> Work to complete:
Each line of the data below should be restated exactly, with images left out.

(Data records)

◇ ◇ ◇ ◇ ◇

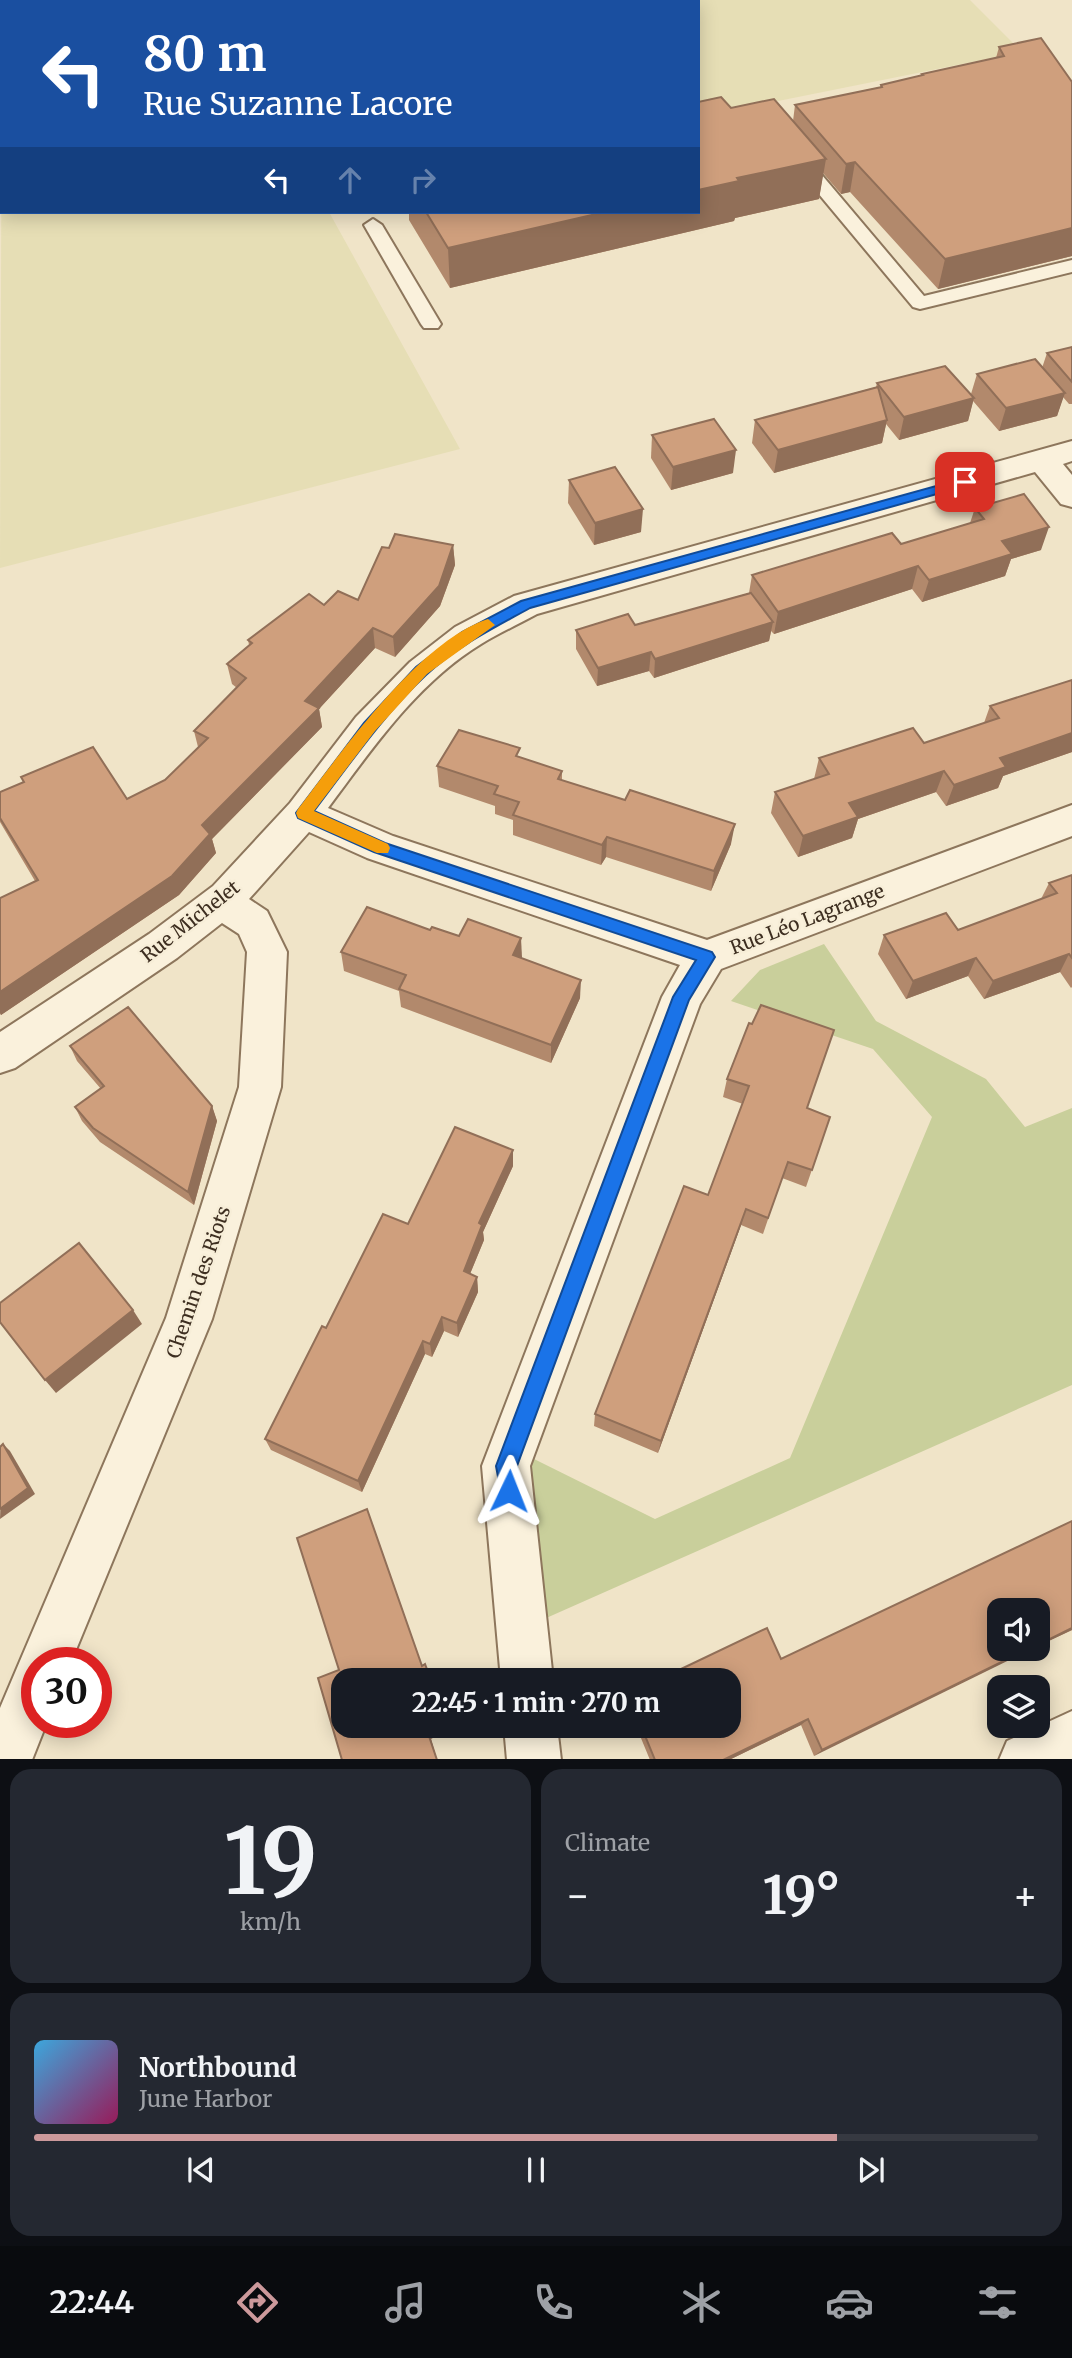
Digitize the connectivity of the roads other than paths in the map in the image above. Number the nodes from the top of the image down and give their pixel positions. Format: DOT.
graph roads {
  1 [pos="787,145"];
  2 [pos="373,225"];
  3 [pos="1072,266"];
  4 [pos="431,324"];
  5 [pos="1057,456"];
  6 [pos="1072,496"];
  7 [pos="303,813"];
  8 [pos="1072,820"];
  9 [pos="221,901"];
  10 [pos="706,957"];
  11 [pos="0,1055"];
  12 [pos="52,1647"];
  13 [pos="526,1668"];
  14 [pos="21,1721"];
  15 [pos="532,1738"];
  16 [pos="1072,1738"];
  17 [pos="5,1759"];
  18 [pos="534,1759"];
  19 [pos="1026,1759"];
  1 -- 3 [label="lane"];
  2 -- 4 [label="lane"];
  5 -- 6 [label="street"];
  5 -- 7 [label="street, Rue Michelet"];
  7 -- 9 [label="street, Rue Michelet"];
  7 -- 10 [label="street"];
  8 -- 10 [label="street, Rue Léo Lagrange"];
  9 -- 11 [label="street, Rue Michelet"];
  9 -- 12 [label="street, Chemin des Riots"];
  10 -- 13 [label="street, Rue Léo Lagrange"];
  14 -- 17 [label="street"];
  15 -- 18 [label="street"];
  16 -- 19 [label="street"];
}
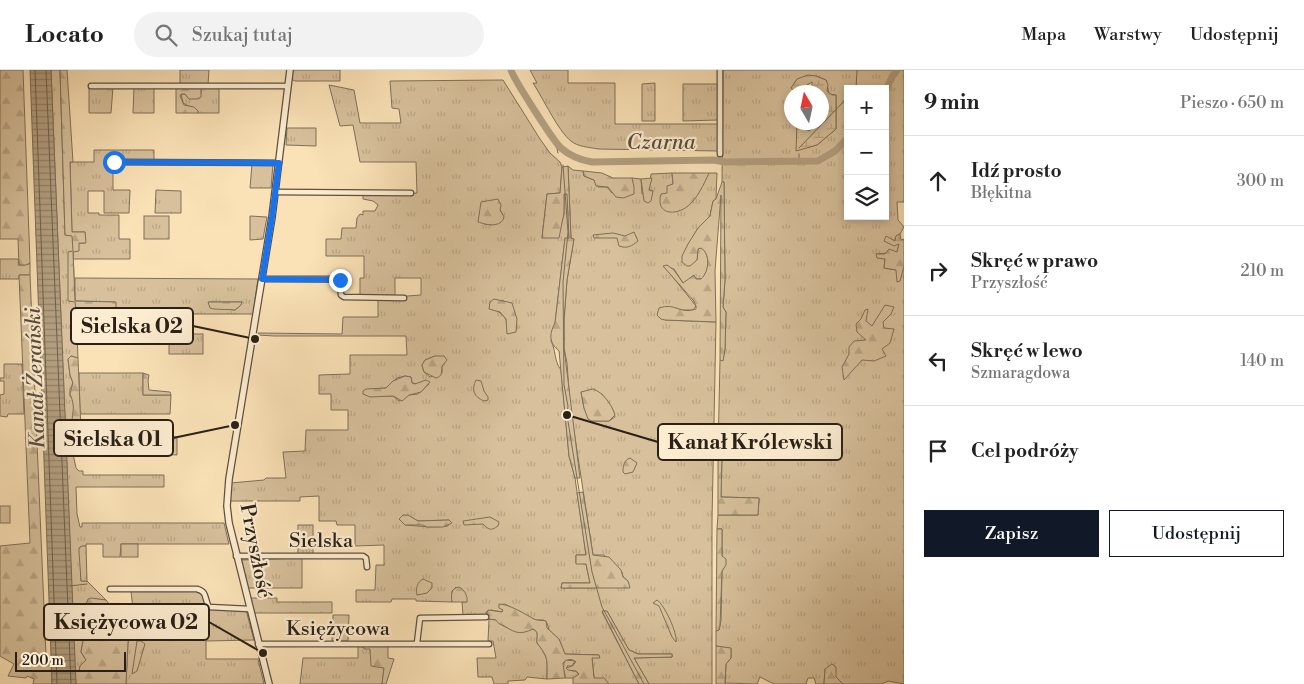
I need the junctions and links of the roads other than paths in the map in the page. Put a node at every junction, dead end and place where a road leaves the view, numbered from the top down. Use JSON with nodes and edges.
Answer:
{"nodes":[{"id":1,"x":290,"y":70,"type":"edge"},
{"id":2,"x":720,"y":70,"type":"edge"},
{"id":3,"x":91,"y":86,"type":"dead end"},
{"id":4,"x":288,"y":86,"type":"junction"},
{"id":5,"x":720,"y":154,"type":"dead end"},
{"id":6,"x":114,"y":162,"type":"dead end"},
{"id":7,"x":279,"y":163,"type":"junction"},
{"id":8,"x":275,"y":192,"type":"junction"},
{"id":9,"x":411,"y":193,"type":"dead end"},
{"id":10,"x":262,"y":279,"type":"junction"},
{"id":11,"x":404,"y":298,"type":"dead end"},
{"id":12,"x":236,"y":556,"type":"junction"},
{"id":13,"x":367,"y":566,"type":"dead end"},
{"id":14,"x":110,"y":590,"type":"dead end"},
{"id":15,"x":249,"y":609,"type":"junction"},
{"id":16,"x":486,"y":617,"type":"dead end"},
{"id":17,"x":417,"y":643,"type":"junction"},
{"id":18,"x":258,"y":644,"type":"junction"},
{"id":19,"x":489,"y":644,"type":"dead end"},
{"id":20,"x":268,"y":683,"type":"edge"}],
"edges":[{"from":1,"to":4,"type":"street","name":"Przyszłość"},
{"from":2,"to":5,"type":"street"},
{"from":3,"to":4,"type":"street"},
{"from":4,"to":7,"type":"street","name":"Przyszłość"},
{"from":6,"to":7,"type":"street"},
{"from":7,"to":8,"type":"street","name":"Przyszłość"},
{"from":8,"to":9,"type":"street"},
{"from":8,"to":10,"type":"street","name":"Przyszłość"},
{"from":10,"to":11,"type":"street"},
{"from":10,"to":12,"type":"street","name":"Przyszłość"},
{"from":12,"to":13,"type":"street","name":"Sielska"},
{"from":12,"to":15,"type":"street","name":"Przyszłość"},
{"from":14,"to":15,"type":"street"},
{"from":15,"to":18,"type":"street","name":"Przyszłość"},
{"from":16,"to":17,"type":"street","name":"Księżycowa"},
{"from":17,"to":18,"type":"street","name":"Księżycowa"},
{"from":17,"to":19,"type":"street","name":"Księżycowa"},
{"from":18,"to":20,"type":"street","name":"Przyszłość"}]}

◇ ◇ ◇ ◇ ◇

> Answer to this task:
Digitize the connectivity of the roads other than paths in the map in the image above. Number the nodes from the top of the image down and give their pixel positions. Format: DOT.
graph roads {
  1 [pos="787,145"];
  2 [pos="373,225"];
  3 [pos="1072,266"];
  4 [pos="431,324"];
  5 [pos="1057,456"];
  6 [pos="1072,496"];
  7 [pos="303,813"];
  8 [pos="1072,820"];
  9 [pos="221,901"];
  10 [pos="706,957"];
  11 [pos="0,1055"];
  12 [pos="52,1647"];
  13 [pos="526,1668"];
  14 [pos="21,1721"];
  15 [pos="532,1738"];
  16 [pos="1072,1738"];
  17 [pos="5,1759"];
  18 [pos="534,1759"];
  19 [pos="1026,1759"];
  1 -- 3 [label="lane"];
  2 -- 4 [label="lane"];
  5 -- 6 [label="street"];
  5 -- 7 [label="street, Rue Michelet"];
  7 -- 9 [label="street, Rue Michelet"];
  7 -- 10 [label="street"];
  8 -- 10 [label="street, Rue Léo Lagrange"];
  9 -- 11 [label="street, Rue Michelet"];
  9 -- 12 [label="street, Chemin des Riots"];
  10 -- 13 [label="street, Rue Léo Lagrange"];
  14 -- 17 [label="street"];
  15 -- 18 [label="street"];
  16 -- 19 [label="street"];
}
I need the junctions and links of the roads other than paths in the map in the page. Put a node at every junction, dead end and place where a road leaves the view, numbered from the top down. Use JSON with nodes and edges.
Answer:
{"nodes":[{"id":1,"x":290,"y":70,"type":"edge"},
{"id":2,"x":720,"y":70,"type":"edge"},
{"id":3,"x":91,"y":86,"type":"dead end"},
{"id":4,"x":288,"y":86,"type":"junction"},
{"id":5,"x":720,"y":154,"type":"dead end"},
{"id":6,"x":114,"y":162,"type":"dead end"},
{"id":7,"x":279,"y":163,"type":"junction"},
{"id":8,"x":275,"y":192,"type":"junction"},
{"id":9,"x":411,"y":193,"type":"dead end"},
{"id":10,"x":262,"y":279,"type":"junction"},
{"id":11,"x":404,"y":298,"type":"dead end"},
{"id":12,"x":236,"y":556,"type":"junction"},
{"id":13,"x":367,"y":566,"type":"dead end"},
{"id":14,"x":110,"y":590,"type":"dead end"},
{"id":15,"x":249,"y":609,"type":"junction"},
{"id":16,"x":486,"y":617,"type":"dead end"},
{"id":17,"x":417,"y":643,"type":"junction"},
{"id":18,"x":258,"y":644,"type":"junction"},
{"id":19,"x":489,"y":644,"type":"dead end"},
{"id":20,"x":268,"y":683,"type":"edge"}],
"edges":[{"from":1,"to":4,"type":"street","name":"Przyszłość"},
{"from":2,"to":5,"type":"street"},
{"from":3,"to":4,"type":"street"},
{"from":4,"to":7,"type":"street","name":"Przyszłość"},
{"from":6,"to":7,"type":"street"},
{"from":7,"to":8,"type":"street","name":"Przyszłość"},
{"from":8,"to":9,"type":"street"},
{"from":8,"to":10,"type":"street","name":"Przyszłość"},
{"from":10,"to":11,"type":"street"},
{"from":10,"to":12,"type":"street","name":"Przyszłość"},
{"from":12,"to":13,"type":"street","name":"Sielska"},
{"from":12,"to":15,"type":"street","name":"Przyszłość"},
{"from":14,"to":15,"type":"street"},
{"from":15,"to":18,"type":"street","name":"Przyszłość"},
{"from":16,"to":17,"type":"street","name":"Księżycowa"},
{"from":17,"to":18,"type":"street","name":"Księżycowa"},
{"from":17,"to":19,"type":"street","name":"Księżycowa"},
{"from":18,"to":20,"type":"street","name":"Przyszłość"}]}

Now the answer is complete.